── Dataset records

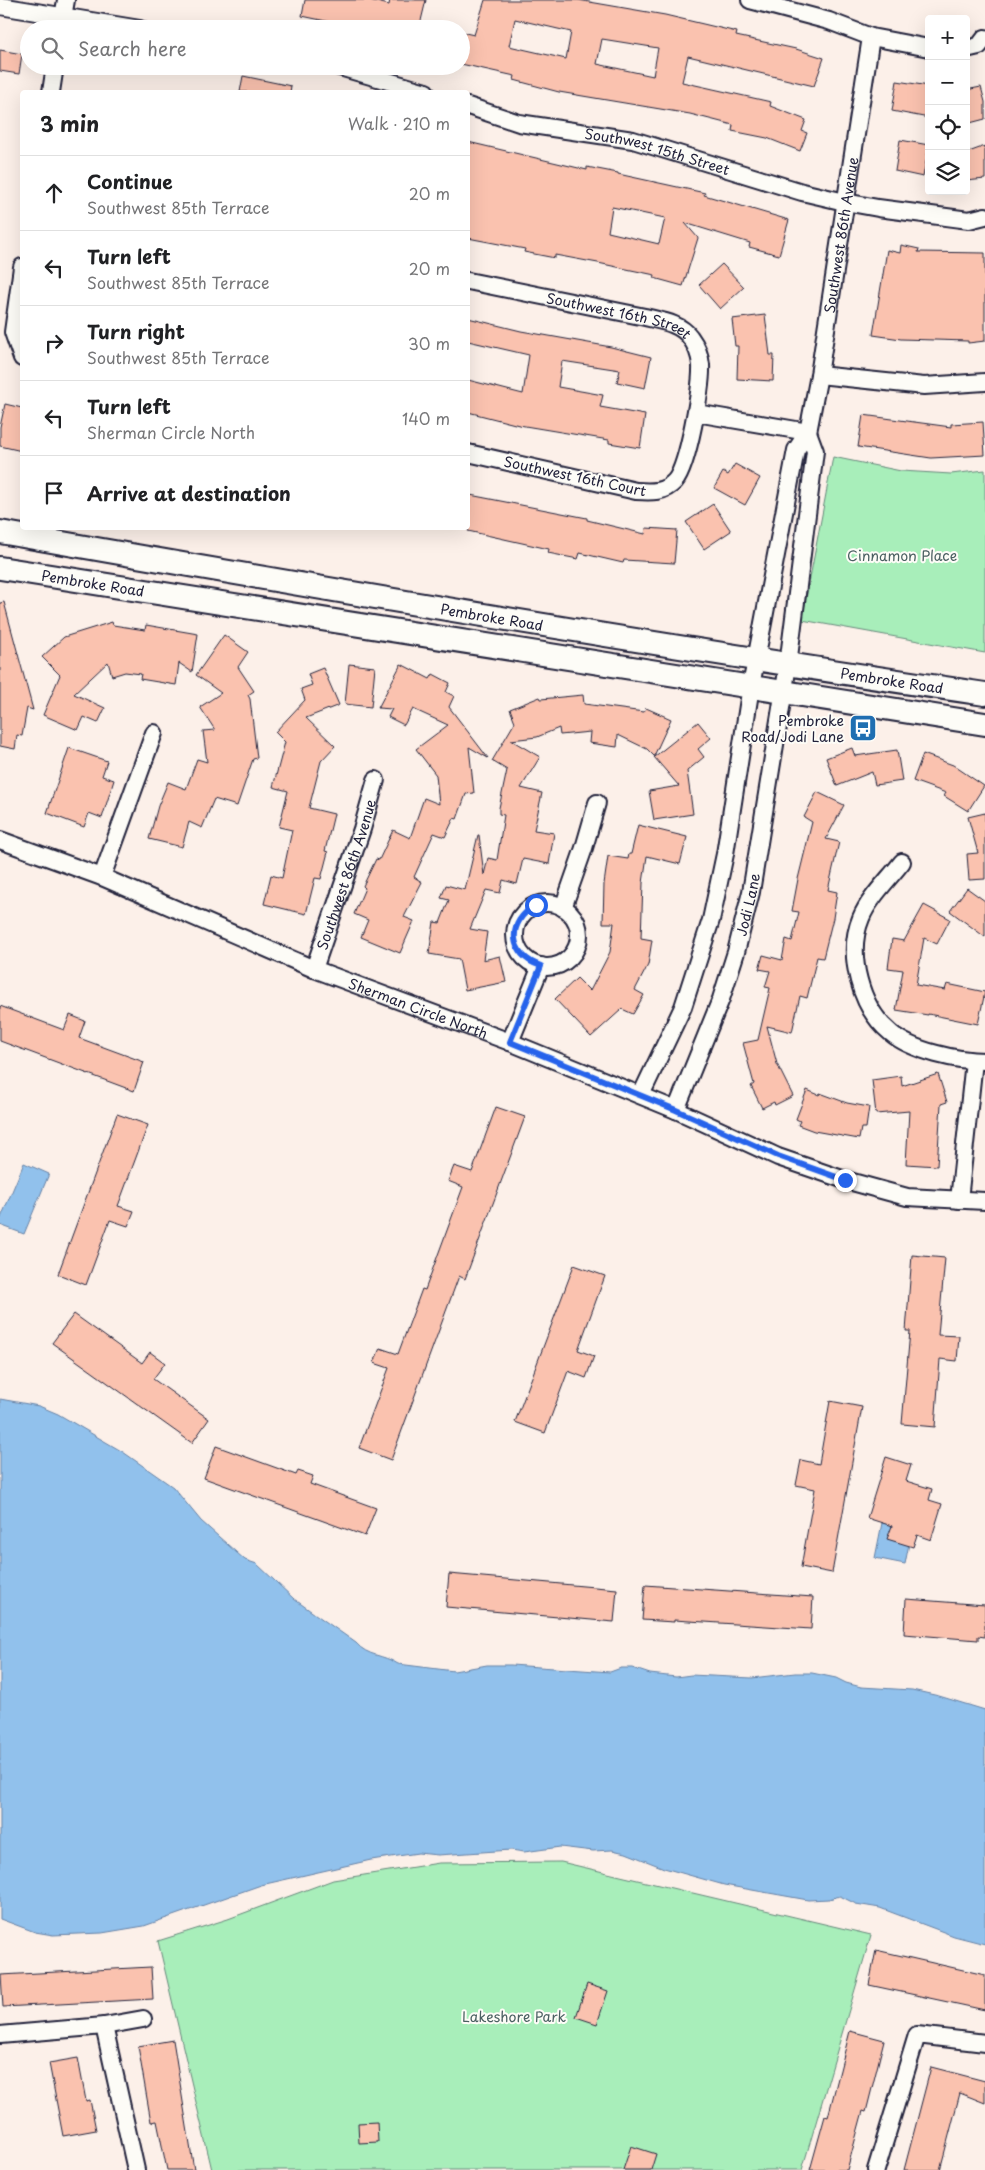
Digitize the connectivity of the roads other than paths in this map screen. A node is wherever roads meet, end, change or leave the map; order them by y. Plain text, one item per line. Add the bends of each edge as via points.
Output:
1 (750, 0) edge
2 (0, 6) edge
3 (64, 15) edge
4 (91, 20) edge
5 (871, 37) junction
6 (985, 38) edge
7 (925, 47) edge
8 (970, 48) edge
9 (53, 75) edge
10 (367, 75) edge
11 (50, 90) edge
12 (419, 90) edge
13 (470, 107) edge
14 (845, 202) junction
15 (985, 216) edge
16 (20, 281) edge
17 (470, 281) edge
18 (20, 352) edge
19 (819, 375) junction
20 (985, 382) edge
21 (696, 413) junction
22 (808, 432) junction
23 (470, 453) edge
24 (0, 532) edge
25 (0, 568) edge
26 (757, 660) junction
27 (788, 665) junction
28 (751, 686) junction
29 (784, 692) junction
30 (985, 694) edge
31 (985, 724) edge
32 (154, 732) dead end
33 (376, 780) dead end
34 (597, 803) dead end
35 (0, 840) edge
36 (902, 862) dead end
37 (102, 877) junction
38 (563, 908) junction
39 (541, 966) junction
40 (314, 969) junction
41 (510, 1042) junction
42 (979, 1061) edge
43 (641, 1095) junction
44 (676, 1110) junction
45 (959, 1200) junction
46 (985, 1201) edge
47 (143, 2019) dead end
48 (104, 2026) junction
49 (0, 2035) edge
50 (985, 2043) edge
51 (136, 2170) edge
52 (876, 2170) edge

1 - 5 street
2 - 3 street
3 - 4 street
5 - 7 street
5 - 14 street, Southwest 86th Avenue
6 - 8 street via 979,46
9 - 11 street
10 - 12 street
13 - 14 street, Southwest 15th Street via 519,123 633,140
14 - 15 street, Southwest 15th Street via 969,220
14 - 19 street, Southwest 86th Avenue
16 - 18 street via 13,332
17 - 21 street, Southwest 16th Street via 645,316 680,327 697,349 701,365
19 - 20 street via 924,386
19 - 22 street, Southwest 86th Avenue
21 - 22 street
21 - 23 street, Southwest 16th Court via 684,464 676,480 663,490 652,492
22 - 26 street, Southwest 86th Avenue via 796,450
22 - 27 street, Southwest 86th Avenue via 815,451
24 - 26 main road, Pembroke Road via 236,575
25 - 28 main road, Pembroke Road
26 - 27 main road, Pembroke Road
26 - 28 street, Southwest 86th Avenue
27 - 29 street, Southwest 86th Avenue
27 - 30 main road, Pembroke Road
28 - 29 main road, Pembroke Road
28 - 43 street via 725,854 711,920 682,1007
29 - 31 main road, Pembroke Road
29 - 44 street, Jodi Lane via 751,892 736,952 721,999
32 - 37 street
33 - 40 street, Southwest 86th Avenue
34 - 38 street
35 - 37 street, Sherman Circle North
36 - 42 street via 861,918 856,967 861,991 890,1033 918,1048
37 - 40 street, Sherman Circle North
38 - 39 street via 574,918 578,928 575,950 561,964
38 - 39 street via 547,903 536,905 523,914 516,928 515,938 523,957
39 - 41 street
40 - 41 street, Sherman Circle North
41 - 43 street, Sherman Circle North
42 - 45 street
43 - 44 street, Sherman Circle North
44 - 45 street, Sherman Circle North via 778,1156 845,1180 907,1196
45 - 46 street, Sherman Circle North
47 - 48 street
48 - 49 street
48 - 51 street
50 - 52 street via 917,2035

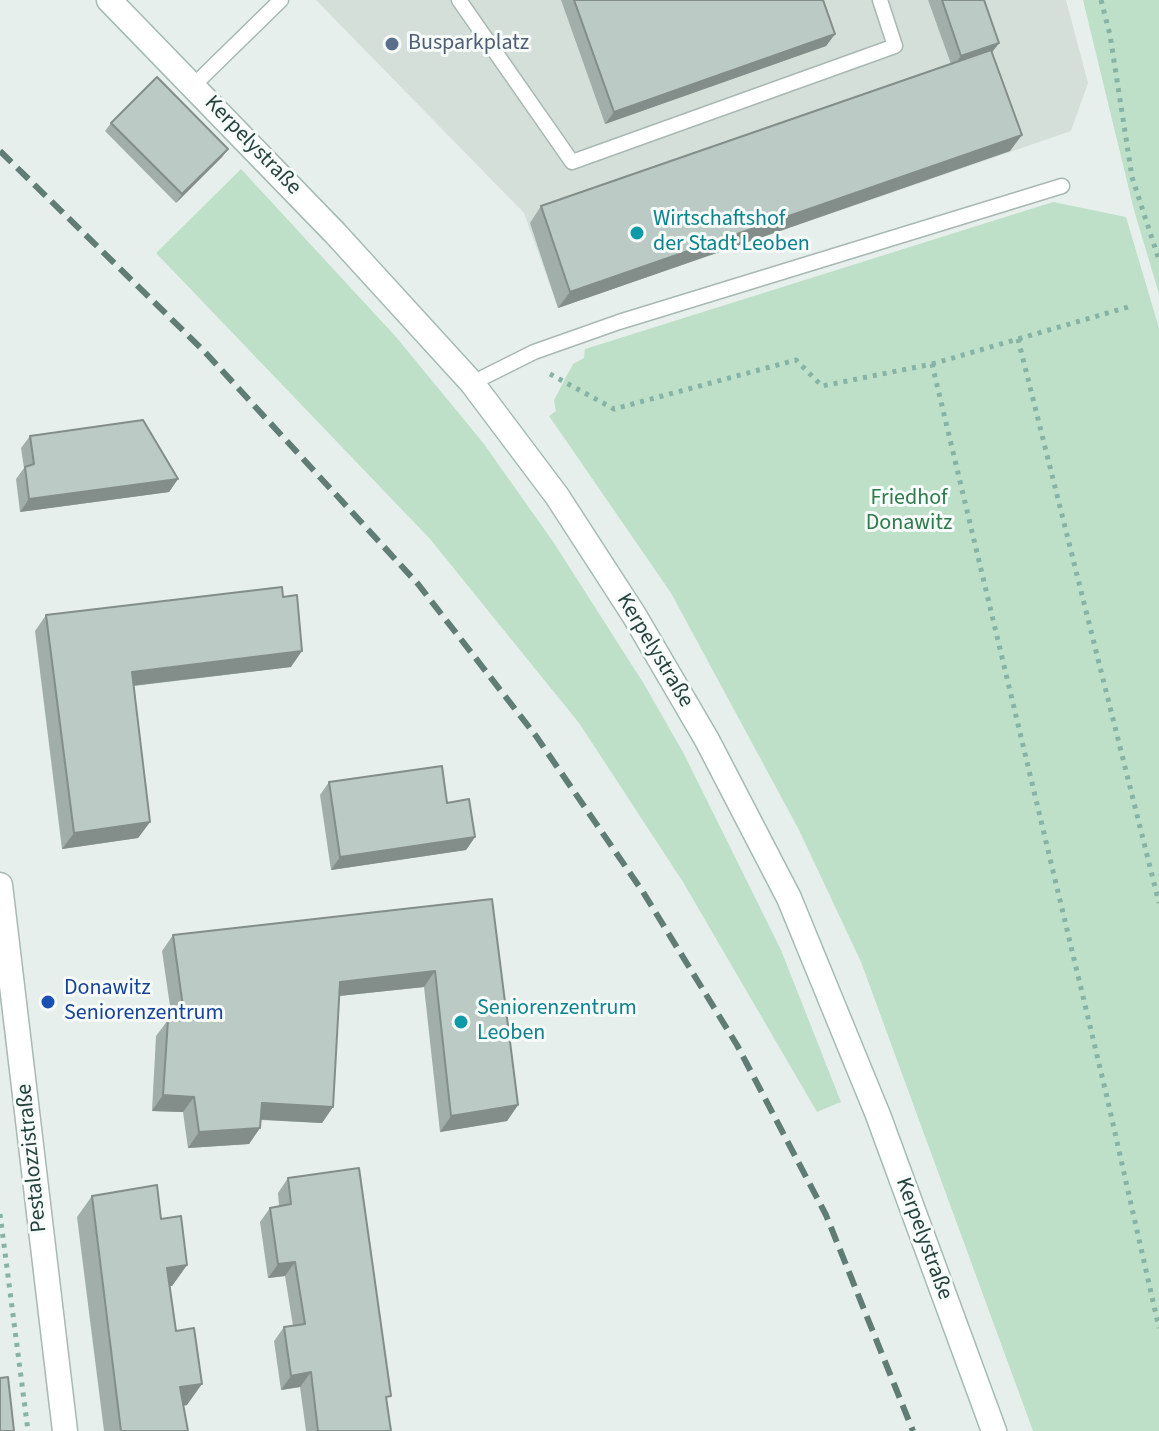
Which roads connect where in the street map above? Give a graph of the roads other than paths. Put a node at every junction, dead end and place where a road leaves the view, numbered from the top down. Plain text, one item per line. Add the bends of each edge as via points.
1 (109, 0) edge
2 (281, 0) edge
3 (459, 0) edge
4 (880, 0) edge
5 (194, 85) junction
6 (1062, 186) dead end
7 (472, 383) junction
8 (0, 885) edge
9 (10, 1040) edge
10 (65, 1431) edge
11 (994, 1431) edge

1 - 5 main road, Kerpelystraße
2 - 5 lane
3 - 4 lane via 572,162 895,46
5 - 7 main road, Kerpelystraße
6 - 7 lane via 619,322
7 - 11 main road, Kerpelystraße via 557,496 634,615 789,898 878,1115
8 - 9 main road, Pestalozzistraße
9 - 10 main road, Pestalozzistraße

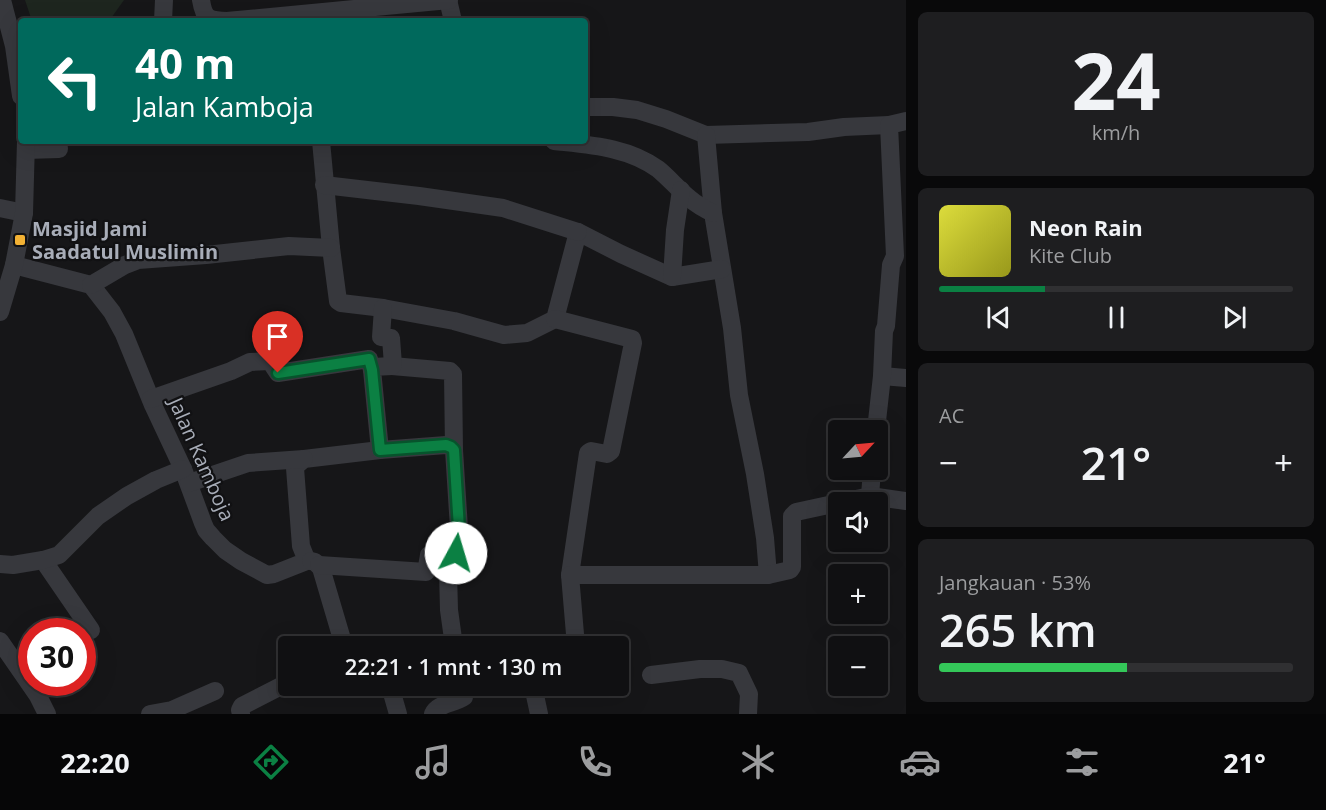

────

Assignment:
Return the data above in its exact wording, with none of the pictures.

Written solution:
Digitize the connectivity of the roads other than paths in this map screen. A node is wherever roads meet, end, change or leave the map; order them by y. Plain text, one item per line. Add the bends of each edge as via points.
Output:
1 (750, 0) edge
2 (0, 6) edge
3 (64, 15) edge
4 (91, 20) edge
5 (871, 37) junction
6 (985, 38) edge
7 (925, 47) edge
8 (970, 48) edge
9 (53, 75) edge
10 (367, 75) edge
11 (50, 90) edge
12 (419, 90) edge
13 (470, 107) edge
14 (845, 202) junction
15 (985, 216) edge
16 (20, 281) edge
17 (470, 281) edge
18 (20, 352) edge
19 (819, 375) junction
20 (985, 382) edge
21 (696, 413) junction
22 (808, 432) junction
23 (470, 453) edge
24 (0, 532) edge
25 (0, 568) edge
26 (757, 660) junction
27 (788, 665) junction
28 (751, 686) junction
29 (784, 692) junction
30 (985, 694) edge
31 (985, 724) edge
32 (154, 732) dead end
33 (376, 780) dead end
34 (597, 803) dead end
35 (0, 840) edge
36 (902, 862) dead end
37 (102, 877) junction
38 (563, 908) junction
39 (541, 966) junction
40 (314, 969) junction
41 (510, 1042) junction
42 (979, 1061) edge
43 (641, 1095) junction
44 (676, 1110) junction
45 (959, 1200) junction
46 (985, 1201) edge
47 (143, 2019) dead end
48 (104, 2026) junction
49 (0, 2035) edge
50 (985, 2043) edge
51 (136, 2170) edge
52 (876, 2170) edge

1 - 5 street
2 - 3 street
3 - 4 street
5 - 7 street
5 - 14 street, Southwest 86th Avenue
6 - 8 street via 979,46
9 - 11 street
10 - 12 street
13 - 14 street, Southwest 15th Street via 519,123 633,140
14 - 15 street, Southwest 15th Street via 969,220
14 - 19 street, Southwest 86th Avenue
16 - 18 street via 13,332
17 - 21 street, Southwest 16th Street via 645,316 680,327 697,349 701,365
19 - 20 street via 924,386
19 - 22 street, Southwest 86th Avenue
21 - 22 street
21 - 23 street, Southwest 16th Court via 684,464 676,480 663,490 652,492
22 - 26 street, Southwest 86th Avenue via 796,450
22 - 27 street, Southwest 86th Avenue via 815,451
24 - 26 main road, Pembroke Road via 236,575
25 - 28 main road, Pembroke Road
26 - 27 main road, Pembroke Road
26 - 28 street, Southwest 86th Avenue
27 - 29 street, Southwest 86th Avenue
27 - 30 main road, Pembroke Road
28 - 29 main road, Pembroke Road
28 - 43 street via 725,854 711,920 682,1007
29 - 31 main road, Pembroke Road
29 - 44 street, Jodi Lane via 751,892 736,952 721,999
32 - 37 street
33 - 40 street, Southwest 86th Avenue
34 - 38 street
35 - 37 street, Sherman Circle North
36 - 42 street via 861,918 856,967 861,991 890,1033 918,1048
37 - 40 street, Sherman Circle North
38 - 39 street via 574,918 578,928 575,950 561,964
38 - 39 street via 547,903 536,905 523,914 516,928 515,938 523,957
39 - 41 street
40 - 41 street, Sherman Circle North
41 - 43 street, Sherman Circle North
42 - 45 street
43 - 44 street, Sherman Circle North
44 - 45 street, Sherman Circle North via 778,1156 845,1180 907,1196
45 - 46 street, Sherman Circle North
47 - 48 street
48 - 49 street
48 - 51 street
50 - 52 street via 917,2035

Which roads connect where in the street map above? Give a graph of the roads other than paths. Put a node at every junction, dead end and place where a road leaves the view, numbered from the top down. Plain text, one item per line. Add the bends of each edge as via points.
1 (109, 0) edge
2 (281, 0) edge
3 (459, 0) edge
4 (880, 0) edge
5 (194, 85) junction
6 (1062, 186) dead end
7 (472, 383) junction
8 (0, 885) edge
9 (10, 1040) edge
10 (65, 1431) edge
11 (994, 1431) edge

1 - 5 main road, Kerpelystraße
2 - 5 lane
3 - 4 lane via 572,162 895,46
5 - 7 main road, Kerpelystraße
6 - 7 lane via 619,322
7 - 11 main road, Kerpelystraße via 557,496 634,615 789,898 878,1115
8 - 9 main road, Pestalozzistraße
9 - 10 main road, Pestalozzistraße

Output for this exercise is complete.